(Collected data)
•••••

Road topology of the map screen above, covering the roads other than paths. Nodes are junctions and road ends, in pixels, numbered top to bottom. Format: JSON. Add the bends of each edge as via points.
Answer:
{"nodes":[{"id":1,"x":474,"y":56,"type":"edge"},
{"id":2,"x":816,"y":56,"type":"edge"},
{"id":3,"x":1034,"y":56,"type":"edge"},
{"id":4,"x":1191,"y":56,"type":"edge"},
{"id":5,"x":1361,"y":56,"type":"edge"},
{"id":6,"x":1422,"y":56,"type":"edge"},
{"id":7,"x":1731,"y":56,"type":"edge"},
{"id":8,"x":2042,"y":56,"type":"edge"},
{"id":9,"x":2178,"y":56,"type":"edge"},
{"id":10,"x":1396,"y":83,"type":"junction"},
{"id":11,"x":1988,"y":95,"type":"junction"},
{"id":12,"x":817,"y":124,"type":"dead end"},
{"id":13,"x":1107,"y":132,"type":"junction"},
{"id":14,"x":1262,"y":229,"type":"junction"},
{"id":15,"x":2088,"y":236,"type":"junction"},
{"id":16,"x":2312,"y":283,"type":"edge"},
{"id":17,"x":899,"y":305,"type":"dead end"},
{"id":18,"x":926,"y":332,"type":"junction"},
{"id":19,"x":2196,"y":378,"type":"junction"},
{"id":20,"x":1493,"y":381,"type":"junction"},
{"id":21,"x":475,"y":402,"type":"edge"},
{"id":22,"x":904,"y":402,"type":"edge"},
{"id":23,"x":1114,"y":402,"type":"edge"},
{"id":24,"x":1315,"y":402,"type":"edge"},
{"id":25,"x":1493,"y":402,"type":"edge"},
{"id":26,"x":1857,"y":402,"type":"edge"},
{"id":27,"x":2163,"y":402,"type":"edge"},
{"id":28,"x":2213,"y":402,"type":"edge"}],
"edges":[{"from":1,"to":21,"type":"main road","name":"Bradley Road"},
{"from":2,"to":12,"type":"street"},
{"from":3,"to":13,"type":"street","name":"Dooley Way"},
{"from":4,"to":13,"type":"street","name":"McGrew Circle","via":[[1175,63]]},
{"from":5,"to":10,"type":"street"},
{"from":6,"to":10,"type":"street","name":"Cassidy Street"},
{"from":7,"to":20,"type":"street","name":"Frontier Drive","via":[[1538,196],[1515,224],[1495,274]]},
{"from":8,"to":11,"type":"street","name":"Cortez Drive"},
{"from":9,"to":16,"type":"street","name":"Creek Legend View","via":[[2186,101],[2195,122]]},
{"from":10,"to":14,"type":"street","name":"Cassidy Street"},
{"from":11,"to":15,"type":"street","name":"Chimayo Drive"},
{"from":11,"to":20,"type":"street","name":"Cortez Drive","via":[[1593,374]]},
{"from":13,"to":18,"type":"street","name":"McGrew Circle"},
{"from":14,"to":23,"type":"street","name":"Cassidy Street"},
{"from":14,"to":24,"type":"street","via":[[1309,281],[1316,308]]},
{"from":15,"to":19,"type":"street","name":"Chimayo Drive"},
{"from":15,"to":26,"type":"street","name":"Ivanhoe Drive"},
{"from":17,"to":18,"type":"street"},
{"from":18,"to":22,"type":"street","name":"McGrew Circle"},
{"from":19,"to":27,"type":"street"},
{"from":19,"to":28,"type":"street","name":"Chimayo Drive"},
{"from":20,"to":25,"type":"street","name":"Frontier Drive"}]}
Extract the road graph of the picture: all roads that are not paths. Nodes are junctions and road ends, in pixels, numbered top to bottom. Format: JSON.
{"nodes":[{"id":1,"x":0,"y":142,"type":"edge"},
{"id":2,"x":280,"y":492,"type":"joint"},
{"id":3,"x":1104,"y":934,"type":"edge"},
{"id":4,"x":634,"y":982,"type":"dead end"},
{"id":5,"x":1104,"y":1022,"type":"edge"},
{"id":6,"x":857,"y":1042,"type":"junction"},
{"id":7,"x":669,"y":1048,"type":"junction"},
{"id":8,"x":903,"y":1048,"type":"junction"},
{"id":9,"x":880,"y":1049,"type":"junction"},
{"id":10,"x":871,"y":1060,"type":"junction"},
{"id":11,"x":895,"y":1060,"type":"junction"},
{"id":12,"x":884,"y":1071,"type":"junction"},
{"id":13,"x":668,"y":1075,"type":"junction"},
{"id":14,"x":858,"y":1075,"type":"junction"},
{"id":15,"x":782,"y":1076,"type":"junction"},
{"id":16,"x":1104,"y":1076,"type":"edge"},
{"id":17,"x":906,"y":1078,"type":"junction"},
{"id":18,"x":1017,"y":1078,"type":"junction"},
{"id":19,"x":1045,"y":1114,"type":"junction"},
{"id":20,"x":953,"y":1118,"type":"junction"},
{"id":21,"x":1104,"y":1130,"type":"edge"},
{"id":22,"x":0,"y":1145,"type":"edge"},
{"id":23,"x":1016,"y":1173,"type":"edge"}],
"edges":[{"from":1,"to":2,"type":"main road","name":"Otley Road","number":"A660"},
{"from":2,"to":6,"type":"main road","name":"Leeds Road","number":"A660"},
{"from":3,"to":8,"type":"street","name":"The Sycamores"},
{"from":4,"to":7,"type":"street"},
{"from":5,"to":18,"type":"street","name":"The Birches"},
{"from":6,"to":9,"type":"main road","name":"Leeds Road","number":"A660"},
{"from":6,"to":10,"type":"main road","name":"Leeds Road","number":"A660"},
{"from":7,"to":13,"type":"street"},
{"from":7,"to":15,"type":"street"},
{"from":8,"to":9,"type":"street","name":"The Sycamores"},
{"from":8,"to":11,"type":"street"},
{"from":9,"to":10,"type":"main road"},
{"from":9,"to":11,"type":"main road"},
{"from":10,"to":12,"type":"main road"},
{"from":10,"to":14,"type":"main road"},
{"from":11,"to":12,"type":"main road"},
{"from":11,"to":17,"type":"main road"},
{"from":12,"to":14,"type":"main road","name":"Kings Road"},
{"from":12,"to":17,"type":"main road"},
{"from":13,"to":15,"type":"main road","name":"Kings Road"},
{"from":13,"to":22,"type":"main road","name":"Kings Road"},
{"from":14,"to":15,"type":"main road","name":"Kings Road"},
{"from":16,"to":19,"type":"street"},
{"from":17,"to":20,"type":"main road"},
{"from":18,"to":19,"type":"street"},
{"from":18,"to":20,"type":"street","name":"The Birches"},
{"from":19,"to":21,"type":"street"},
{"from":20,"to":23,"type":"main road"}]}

•••••

Please copy each line of the records above that holds the word "JSON".

◆ SOLVED PROBLEM:
Road topology of the map screen above, covering the roads other than paths. Nodes are junctions and road ends, in pixels, numbered top to bottom. Format: JSON. Add the bends of each edge as via points.
Extract the road graph of the picture: all roads that are not paths. Nodes are junctions and road ends, in pixels, numbered top to bottom. Format: JSON.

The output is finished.